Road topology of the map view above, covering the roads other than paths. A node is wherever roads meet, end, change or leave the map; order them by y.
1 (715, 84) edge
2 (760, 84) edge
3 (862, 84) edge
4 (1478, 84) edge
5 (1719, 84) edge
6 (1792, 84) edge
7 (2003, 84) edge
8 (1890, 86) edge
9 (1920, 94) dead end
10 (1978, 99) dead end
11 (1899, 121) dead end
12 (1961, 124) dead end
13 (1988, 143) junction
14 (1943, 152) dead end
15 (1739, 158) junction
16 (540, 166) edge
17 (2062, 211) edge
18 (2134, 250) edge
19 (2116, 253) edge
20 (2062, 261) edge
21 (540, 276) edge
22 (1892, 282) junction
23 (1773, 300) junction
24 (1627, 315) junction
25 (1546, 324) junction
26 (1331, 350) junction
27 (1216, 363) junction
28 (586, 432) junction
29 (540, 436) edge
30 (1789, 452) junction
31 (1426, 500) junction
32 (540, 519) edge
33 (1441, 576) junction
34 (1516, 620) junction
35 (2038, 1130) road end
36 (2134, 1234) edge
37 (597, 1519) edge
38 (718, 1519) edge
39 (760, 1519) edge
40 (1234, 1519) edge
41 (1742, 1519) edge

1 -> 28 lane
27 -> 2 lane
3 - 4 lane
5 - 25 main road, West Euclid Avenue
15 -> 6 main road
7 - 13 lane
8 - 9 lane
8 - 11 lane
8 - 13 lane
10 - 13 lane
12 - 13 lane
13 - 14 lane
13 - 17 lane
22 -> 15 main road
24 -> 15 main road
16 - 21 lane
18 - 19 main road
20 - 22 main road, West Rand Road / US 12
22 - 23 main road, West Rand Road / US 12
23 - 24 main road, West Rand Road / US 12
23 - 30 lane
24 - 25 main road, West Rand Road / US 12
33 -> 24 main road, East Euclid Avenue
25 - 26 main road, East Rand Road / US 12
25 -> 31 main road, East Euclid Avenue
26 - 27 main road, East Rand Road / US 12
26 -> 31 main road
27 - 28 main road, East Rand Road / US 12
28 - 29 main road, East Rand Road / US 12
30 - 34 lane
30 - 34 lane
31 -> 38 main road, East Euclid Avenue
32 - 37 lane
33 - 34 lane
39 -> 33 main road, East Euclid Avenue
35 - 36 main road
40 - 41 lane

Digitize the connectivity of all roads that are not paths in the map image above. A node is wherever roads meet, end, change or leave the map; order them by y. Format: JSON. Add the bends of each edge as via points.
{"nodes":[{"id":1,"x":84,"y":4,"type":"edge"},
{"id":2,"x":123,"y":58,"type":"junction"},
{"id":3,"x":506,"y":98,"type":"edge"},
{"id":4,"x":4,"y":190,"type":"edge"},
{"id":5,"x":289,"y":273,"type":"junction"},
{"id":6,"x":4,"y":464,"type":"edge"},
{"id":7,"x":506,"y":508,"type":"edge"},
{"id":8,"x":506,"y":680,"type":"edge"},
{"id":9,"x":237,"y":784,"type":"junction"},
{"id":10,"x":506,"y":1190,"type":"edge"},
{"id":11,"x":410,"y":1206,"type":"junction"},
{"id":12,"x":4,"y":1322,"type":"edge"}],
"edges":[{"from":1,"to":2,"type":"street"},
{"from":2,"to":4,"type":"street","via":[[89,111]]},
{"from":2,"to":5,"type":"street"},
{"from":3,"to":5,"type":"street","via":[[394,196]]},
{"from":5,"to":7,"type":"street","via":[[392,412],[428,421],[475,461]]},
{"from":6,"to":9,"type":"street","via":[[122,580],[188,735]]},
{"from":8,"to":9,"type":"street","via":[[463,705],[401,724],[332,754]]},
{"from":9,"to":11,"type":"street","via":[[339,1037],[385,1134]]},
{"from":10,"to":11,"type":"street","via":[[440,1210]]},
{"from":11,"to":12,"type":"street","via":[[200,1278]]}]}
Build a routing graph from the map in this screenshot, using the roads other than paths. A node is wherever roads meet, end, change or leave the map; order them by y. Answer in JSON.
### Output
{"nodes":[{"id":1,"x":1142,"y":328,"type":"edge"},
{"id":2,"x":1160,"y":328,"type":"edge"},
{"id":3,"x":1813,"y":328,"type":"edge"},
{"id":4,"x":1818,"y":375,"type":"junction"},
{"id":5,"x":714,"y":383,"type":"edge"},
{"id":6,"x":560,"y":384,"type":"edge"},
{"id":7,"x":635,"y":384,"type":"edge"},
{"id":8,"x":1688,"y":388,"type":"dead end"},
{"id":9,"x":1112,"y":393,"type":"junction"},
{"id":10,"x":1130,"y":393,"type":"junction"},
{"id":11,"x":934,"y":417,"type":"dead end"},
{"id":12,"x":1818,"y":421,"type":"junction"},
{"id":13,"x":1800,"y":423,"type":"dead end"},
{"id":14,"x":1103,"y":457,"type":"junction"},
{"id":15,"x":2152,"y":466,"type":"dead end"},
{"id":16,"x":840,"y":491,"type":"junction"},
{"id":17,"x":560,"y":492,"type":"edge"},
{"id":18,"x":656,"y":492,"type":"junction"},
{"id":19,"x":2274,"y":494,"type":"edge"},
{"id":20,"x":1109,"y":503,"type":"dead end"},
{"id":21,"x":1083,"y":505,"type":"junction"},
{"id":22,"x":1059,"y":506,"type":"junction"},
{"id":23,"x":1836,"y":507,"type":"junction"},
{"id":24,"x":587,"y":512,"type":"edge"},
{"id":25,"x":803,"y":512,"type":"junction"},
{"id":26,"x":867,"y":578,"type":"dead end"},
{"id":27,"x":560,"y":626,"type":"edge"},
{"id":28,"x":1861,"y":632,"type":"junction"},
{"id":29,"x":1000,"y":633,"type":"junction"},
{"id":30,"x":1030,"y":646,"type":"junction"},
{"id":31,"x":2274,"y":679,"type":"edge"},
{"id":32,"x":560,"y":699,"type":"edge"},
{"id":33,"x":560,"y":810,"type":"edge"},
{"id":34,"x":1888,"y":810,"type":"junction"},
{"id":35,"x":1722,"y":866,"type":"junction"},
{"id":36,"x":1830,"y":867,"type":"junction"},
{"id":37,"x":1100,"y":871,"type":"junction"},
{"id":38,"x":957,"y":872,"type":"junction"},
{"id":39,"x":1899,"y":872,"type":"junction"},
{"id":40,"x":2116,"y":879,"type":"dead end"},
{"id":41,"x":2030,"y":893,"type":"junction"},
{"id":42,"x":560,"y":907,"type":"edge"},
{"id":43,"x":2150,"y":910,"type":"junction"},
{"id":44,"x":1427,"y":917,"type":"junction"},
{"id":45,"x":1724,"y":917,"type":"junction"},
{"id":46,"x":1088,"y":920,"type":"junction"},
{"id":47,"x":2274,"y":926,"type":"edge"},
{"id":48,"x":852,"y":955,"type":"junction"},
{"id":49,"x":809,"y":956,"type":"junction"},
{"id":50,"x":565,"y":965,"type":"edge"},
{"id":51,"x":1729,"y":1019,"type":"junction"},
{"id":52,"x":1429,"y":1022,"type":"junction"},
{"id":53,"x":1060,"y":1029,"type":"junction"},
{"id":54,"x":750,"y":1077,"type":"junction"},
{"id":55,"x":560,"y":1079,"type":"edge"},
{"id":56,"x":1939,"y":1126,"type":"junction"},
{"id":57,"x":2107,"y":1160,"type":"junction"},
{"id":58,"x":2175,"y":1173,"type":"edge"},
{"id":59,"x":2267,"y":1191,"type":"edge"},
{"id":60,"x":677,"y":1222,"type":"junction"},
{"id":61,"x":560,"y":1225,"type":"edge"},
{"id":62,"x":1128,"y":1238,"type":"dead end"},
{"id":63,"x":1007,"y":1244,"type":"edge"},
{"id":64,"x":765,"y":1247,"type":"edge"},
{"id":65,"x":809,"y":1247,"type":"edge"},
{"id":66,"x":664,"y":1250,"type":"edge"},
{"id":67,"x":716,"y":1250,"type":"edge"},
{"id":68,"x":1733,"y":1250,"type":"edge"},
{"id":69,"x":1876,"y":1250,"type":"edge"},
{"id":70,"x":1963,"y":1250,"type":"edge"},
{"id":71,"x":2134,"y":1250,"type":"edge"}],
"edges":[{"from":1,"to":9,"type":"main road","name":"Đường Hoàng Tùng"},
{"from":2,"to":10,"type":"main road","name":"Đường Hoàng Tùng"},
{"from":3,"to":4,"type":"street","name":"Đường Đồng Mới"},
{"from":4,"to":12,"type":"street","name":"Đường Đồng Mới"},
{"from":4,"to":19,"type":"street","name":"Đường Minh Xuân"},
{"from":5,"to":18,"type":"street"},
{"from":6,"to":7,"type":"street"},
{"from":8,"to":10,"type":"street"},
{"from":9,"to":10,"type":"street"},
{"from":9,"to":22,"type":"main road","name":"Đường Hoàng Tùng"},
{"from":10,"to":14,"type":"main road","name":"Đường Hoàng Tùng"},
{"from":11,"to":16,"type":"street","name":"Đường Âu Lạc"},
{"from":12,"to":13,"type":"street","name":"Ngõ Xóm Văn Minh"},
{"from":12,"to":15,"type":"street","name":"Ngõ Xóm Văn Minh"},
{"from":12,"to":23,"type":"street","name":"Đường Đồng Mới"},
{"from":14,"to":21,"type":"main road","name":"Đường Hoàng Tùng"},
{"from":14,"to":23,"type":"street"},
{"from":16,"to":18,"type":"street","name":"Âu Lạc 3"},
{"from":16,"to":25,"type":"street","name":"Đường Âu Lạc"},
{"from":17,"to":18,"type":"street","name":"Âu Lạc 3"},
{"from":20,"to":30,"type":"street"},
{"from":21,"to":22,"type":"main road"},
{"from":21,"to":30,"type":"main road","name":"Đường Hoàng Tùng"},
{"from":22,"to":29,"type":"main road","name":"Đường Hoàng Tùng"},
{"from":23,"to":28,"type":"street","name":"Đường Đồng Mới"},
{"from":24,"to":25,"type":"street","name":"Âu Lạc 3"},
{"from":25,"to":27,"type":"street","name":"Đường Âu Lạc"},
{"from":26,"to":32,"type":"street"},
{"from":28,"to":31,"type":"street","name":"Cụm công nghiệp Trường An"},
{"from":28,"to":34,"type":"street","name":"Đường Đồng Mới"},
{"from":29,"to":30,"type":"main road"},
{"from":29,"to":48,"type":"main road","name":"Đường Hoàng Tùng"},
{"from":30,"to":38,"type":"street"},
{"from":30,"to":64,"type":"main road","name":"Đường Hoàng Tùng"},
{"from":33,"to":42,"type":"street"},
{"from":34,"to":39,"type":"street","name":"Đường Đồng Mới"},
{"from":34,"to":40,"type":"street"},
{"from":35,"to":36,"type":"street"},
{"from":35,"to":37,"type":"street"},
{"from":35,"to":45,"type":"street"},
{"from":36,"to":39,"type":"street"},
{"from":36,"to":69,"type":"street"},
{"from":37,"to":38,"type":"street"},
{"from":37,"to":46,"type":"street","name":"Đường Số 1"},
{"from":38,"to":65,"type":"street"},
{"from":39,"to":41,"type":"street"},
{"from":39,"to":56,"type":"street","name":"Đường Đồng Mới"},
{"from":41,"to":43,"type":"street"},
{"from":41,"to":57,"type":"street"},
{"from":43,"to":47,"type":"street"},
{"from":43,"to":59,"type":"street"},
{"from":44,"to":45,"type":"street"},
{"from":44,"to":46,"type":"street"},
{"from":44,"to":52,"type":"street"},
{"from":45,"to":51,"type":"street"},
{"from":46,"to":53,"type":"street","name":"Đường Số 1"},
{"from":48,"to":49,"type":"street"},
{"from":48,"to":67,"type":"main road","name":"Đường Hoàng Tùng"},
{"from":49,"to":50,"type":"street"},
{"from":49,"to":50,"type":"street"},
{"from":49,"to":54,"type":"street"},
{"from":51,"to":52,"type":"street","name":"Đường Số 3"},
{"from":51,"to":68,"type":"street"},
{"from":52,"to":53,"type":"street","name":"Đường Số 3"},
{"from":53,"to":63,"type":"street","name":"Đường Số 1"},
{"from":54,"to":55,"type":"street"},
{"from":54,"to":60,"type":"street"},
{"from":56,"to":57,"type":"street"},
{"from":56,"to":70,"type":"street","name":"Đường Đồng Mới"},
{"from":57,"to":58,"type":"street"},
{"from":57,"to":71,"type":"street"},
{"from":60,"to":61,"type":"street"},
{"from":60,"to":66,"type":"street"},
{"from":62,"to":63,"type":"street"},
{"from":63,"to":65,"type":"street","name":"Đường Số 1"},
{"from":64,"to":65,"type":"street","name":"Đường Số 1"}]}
+ + + +
Action item:
Among the lines of the preceding data, which ones hold the word "West"? List them.

Answer section:
5 - 25 main road, West Euclid Avenue
20 - 22 main road, West Rand Road / US 12
22 - 23 main road, West Rand Road / US 12
23 - 24 main road, West Rand Road / US 12
24 - 25 main road, West Rand Road / US 12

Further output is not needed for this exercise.